### TASK BRIEF:
The following entries are to be retyped in full, exactly as written.
= Beginning of Section =
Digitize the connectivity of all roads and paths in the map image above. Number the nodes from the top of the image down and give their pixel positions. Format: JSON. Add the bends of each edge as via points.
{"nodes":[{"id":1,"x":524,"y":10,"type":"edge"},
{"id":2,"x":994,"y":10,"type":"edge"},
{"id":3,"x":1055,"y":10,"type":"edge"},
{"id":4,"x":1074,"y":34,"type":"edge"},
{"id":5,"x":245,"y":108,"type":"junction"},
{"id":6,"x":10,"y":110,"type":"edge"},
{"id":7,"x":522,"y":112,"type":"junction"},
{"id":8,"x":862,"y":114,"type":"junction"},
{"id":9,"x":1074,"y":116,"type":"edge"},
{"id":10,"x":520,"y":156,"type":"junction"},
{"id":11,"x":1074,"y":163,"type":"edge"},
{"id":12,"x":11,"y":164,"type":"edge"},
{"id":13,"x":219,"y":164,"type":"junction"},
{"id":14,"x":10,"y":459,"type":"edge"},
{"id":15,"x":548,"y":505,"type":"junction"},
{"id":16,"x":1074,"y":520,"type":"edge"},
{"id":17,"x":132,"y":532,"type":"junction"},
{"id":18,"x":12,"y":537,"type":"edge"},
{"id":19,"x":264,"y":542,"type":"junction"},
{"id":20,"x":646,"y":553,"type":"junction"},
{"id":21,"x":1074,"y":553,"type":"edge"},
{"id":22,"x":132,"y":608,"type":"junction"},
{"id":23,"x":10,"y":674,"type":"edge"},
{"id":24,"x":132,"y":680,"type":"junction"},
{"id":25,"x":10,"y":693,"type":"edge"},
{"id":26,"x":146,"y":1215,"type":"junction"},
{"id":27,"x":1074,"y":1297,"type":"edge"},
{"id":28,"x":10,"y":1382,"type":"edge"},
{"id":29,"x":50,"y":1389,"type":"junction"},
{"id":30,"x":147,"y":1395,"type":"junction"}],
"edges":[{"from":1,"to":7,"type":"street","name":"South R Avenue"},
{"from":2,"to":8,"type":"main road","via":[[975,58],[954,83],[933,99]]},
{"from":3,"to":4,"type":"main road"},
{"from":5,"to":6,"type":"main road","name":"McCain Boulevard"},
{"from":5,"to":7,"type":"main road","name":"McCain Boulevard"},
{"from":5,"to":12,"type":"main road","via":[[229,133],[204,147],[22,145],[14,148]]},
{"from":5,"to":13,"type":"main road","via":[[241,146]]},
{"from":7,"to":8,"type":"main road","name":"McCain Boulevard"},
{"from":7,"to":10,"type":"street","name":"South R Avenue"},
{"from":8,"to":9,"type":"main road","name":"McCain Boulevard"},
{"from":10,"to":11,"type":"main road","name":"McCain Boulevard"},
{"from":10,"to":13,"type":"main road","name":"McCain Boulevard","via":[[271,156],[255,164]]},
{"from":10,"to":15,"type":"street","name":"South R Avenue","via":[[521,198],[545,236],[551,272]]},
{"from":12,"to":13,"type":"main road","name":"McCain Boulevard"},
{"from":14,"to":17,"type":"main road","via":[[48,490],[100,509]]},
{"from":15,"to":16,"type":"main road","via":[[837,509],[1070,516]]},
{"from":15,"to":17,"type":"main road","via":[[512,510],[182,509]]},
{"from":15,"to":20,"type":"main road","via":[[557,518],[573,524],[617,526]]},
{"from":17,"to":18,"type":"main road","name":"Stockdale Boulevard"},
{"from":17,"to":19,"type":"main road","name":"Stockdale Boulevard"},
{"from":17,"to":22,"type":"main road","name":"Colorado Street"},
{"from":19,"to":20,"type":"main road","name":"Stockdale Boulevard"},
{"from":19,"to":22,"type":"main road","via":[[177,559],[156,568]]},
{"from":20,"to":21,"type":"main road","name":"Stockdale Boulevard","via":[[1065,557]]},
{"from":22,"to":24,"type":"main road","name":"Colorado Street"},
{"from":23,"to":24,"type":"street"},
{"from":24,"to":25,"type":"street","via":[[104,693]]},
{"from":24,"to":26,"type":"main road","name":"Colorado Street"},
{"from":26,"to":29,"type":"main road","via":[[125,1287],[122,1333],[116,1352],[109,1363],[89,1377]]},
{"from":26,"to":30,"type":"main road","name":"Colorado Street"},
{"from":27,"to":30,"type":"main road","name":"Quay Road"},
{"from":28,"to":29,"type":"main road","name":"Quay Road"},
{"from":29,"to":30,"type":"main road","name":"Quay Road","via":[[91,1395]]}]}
= End of Section =
### EXERCISE OUTPUT:
Digitize the connectivity of all roads and paths in the map image above. Number the nodes from the top of the image down and give their pixel positions. Format: JSON. Add the bends of each edge as via points.
{"nodes":[{"id":1,"x":524,"y":10,"type":"edge"},
{"id":2,"x":994,"y":10,"type":"edge"},
{"id":3,"x":1055,"y":10,"type":"edge"},
{"id":4,"x":1074,"y":34,"type":"edge"},
{"id":5,"x":245,"y":108,"type":"junction"},
{"id":6,"x":10,"y":110,"type":"edge"},
{"id":7,"x":522,"y":112,"type":"junction"},
{"id":8,"x":862,"y":114,"type":"junction"},
{"id":9,"x":1074,"y":116,"type":"edge"},
{"id":10,"x":520,"y":156,"type":"junction"},
{"id":11,"x":1074,"y":163,"type":"edge"},
{"id":12,"x":11,"y":164,"type":"edge"},
{"id":13,"x":219,"y":164,"type":"junction"},
{"id":14,"x":10,"y":459,"type":"edge"},
{"id":15,"x":548,"y":505,"type":"junction"},
{"id":16,"x":1074,"y":520,"type":"edge"},
{"id":17,"x":132,"y":532,"type":"junction"},
{"id":18,"x":12,"y":537,"type":"edge"},
{"id":19,"x":264,"y":542,"type":"junction"},
{"id":20,"x":646,"y":553,"type":"junction"},
{"id":21,"x":1074,"y":553,"type":"edge"},
{"id":22,"x":132,"y":608,"type":"junction"},
{"id":23,"x":10,"y":674,"type":"edge"},
{"id":24,"x":132,"y":680,"type":"junction"},
{"id":25,"x":10,"y":693,"type":"edge"},
{"id":26,"x":146,"y":1215,"type":"junction"},
{"id":27,"x":1074,"y":1297,"type":"edge"},
{"id":28,"x":10,"y":1382,"type":"edge"},
{"id":29,"x":50,"y":1389,"type":"junction"},
{"id":30,"x":147,"y":1395,"type":"junction"}],
"edges":[{"from":1,"to":7,"type":"street","name":"South R Avenue"},
{"from":2,"to":8,"type":"main road","via":[[975,58],[954,83],[933,99]]},
{"from":3,"to":4,"type":"main road"},
{"from":5,"to":6,"type":"main road","name":"McCain Boulevard"},
{"from":5,"to":7,"type":"main road","name":"McCain Boulevard"},
{"from":5,"to":12,"type":"main road","via":[[229,133],[204,147],[22,145],[14,148]]},
{"from":5,"to":13,"type":"main road","via":[[241,146]]},
{"from":7,"to":8,"type":"main road","name":"McCain Boulevard"},
{"from":7,"to":10,"type":"street","name":"South R Avenue"},
{"from":8,"to":9,"type":"main road","name":"McCain Boulevard"},
{"from":10,"to":11,"type":"main road","name":"McCain Boulevard"},
{"from":10,"to":13,"type":"main road","name":"McCain Boulevard","via":[[271,156],[255,164]]},
{"from":10,"to":15,"type":"street","name":"South R Avenue","via":[[521,198],[545,236],[551,272]]},
{"from":12,"to":13,"type":"main road","name":"McCain Boulevard"},
{"from":14,"to":17,"type":"main road","via":[[48,490],[100,509]]},
{"from":15,"to":16,"type":"main road","via":[[837,509],[1070,516]]},
{"from":15,"to":17,"type":"main road","via":[[512,510],[182,509]]},
{"from":15,"to":20,"type":"main road","via":[[557,518],[573,524],[617,526]]},
{"from":17,"to":18,"type":"main road","name":"Stockdale Boulevard"},
{"from":17,"to":19,"type":"main road","name":"Stockdale Boulevard"},
{"from":17,"to":22,"type":"main road","name":"Colorado Street"},
{"from":19,"to":20,"type":"main road","name":"Stockdale Boulevard"},
{"from":19,"to":22,"type":"main road","via":[[177,559],[156,568]]},
{"from":20,"to":21,"type":"main road","name":"Stockdale Boulevard","via":[[1065,557]]},
{"from":22,"to":24,"type":"main road","name":"Colorado Street"},
{"from":23,"to":24,"type":"street"},
{"from":24,"to":25,"type":"street","via":[[104,693]]},
{"from":24,"to":26,"type":"main road","name":"Colorado Street"},
{"from":26,"to":29,"type":"main road","via":[[125,1287],[122,1333],[116,1352],[109,1363],[89,1377]]},
{"from":26,"to":30,"type":"main road","name":"Colorado Street"},
{"from":27,"to":30,"type":"main road","name":"Quay Road"},
{"from":28,"to":29,"type":"main road","name":"Quay Road"},
{"from":29,"to":30,"type":"main road","name":"Quay Road","via":[[91,1395]]}]}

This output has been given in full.